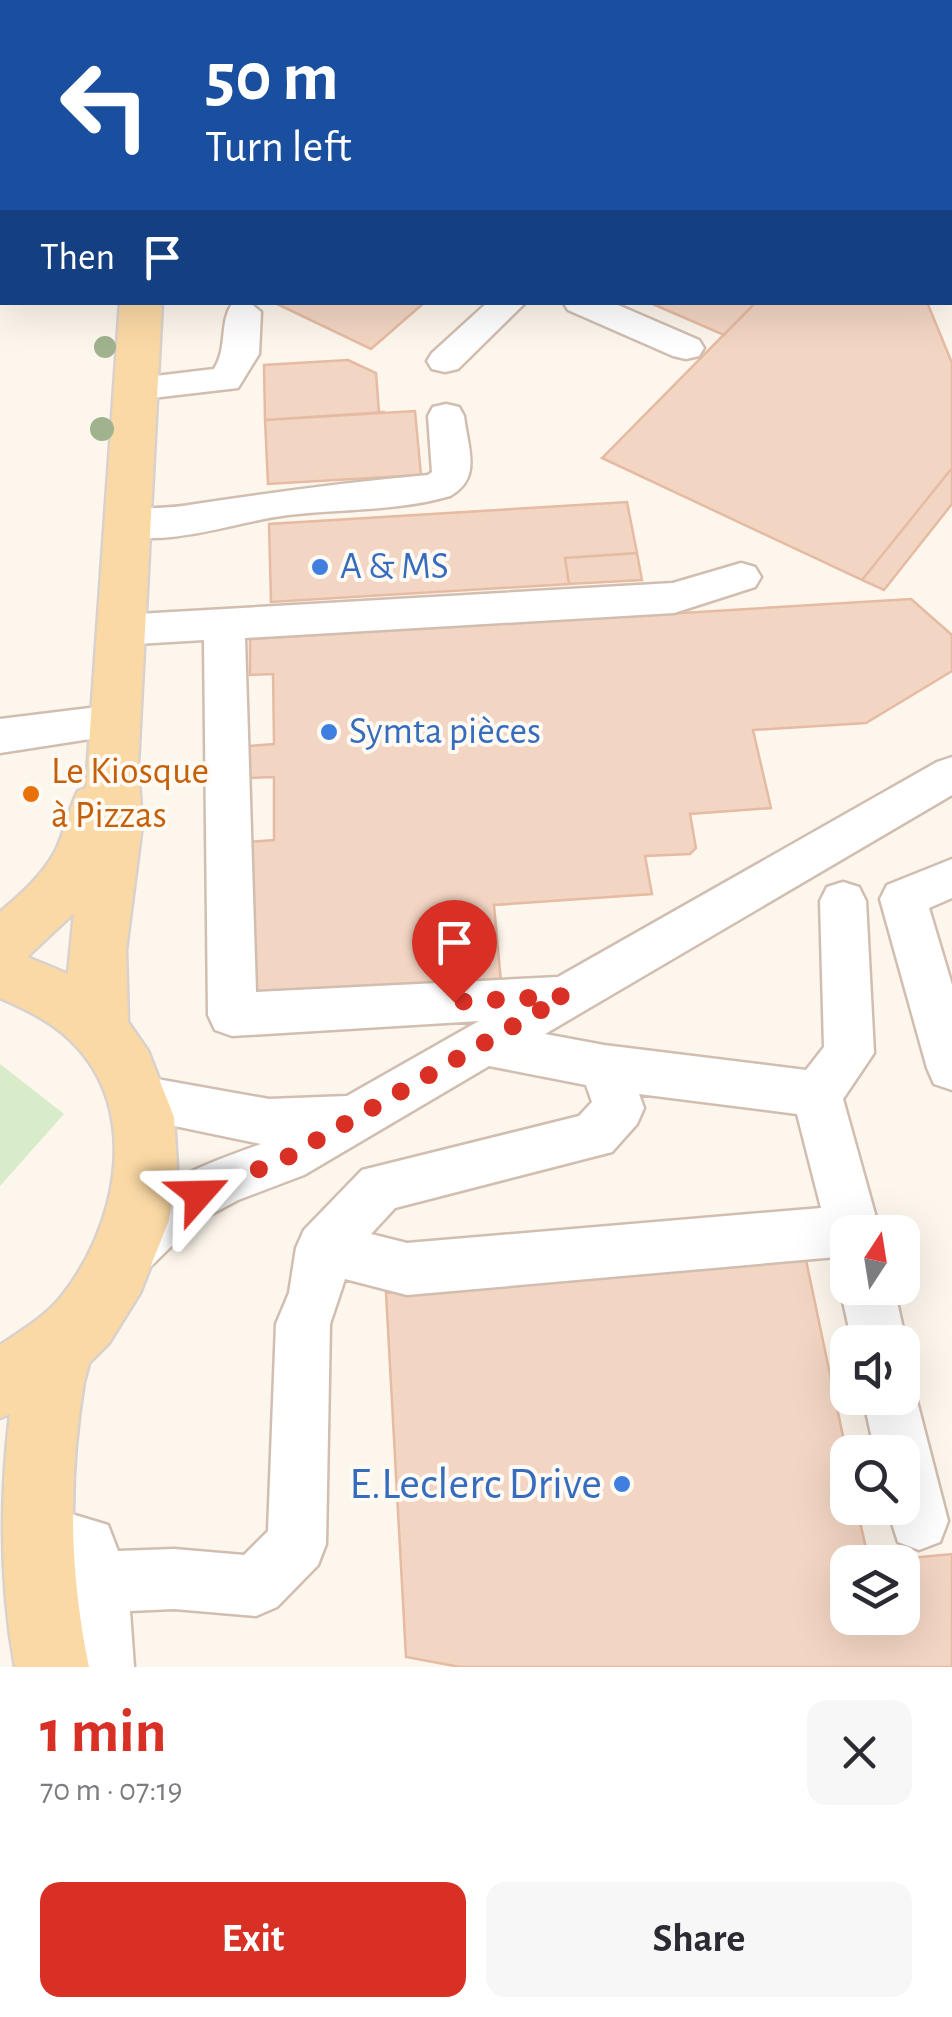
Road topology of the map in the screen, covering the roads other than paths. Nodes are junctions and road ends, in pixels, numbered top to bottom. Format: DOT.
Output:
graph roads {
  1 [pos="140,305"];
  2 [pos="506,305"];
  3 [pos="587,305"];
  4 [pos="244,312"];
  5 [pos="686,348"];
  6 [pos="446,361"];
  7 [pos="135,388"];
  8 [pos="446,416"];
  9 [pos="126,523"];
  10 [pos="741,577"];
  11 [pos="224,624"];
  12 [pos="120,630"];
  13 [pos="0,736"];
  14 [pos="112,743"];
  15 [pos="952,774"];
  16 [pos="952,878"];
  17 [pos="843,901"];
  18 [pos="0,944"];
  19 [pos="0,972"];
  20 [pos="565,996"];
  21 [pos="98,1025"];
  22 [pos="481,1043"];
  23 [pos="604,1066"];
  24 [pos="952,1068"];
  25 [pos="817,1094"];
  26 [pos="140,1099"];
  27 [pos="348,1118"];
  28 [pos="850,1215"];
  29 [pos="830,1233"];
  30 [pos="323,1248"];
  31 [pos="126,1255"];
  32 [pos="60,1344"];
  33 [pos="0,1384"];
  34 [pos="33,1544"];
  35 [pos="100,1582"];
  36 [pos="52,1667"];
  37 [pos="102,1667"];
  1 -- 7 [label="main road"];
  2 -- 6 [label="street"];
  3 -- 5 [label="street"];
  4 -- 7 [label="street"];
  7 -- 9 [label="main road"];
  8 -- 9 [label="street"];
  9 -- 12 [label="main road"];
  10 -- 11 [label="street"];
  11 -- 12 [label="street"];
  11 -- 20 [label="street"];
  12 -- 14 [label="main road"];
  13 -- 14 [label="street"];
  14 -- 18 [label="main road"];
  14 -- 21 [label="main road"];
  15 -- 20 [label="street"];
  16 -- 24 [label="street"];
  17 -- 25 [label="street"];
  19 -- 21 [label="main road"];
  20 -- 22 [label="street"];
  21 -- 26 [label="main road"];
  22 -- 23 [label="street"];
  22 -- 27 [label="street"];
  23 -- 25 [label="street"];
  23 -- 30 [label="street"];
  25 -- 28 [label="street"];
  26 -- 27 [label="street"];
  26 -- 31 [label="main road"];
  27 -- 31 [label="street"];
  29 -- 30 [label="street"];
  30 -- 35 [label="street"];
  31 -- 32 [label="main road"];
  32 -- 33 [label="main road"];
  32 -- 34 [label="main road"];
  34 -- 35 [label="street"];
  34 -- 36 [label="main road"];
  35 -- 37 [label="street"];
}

### ACTION ITEM
Your response should contain each line of the entries above that holds the string "roads".

### REPLY TO THE TASK
Road topology of the map in the screen, covering the roads other than paths. Nodes are junctions and road ends, in pixels, numbered top to bottom. Format: DOT.
graph roads {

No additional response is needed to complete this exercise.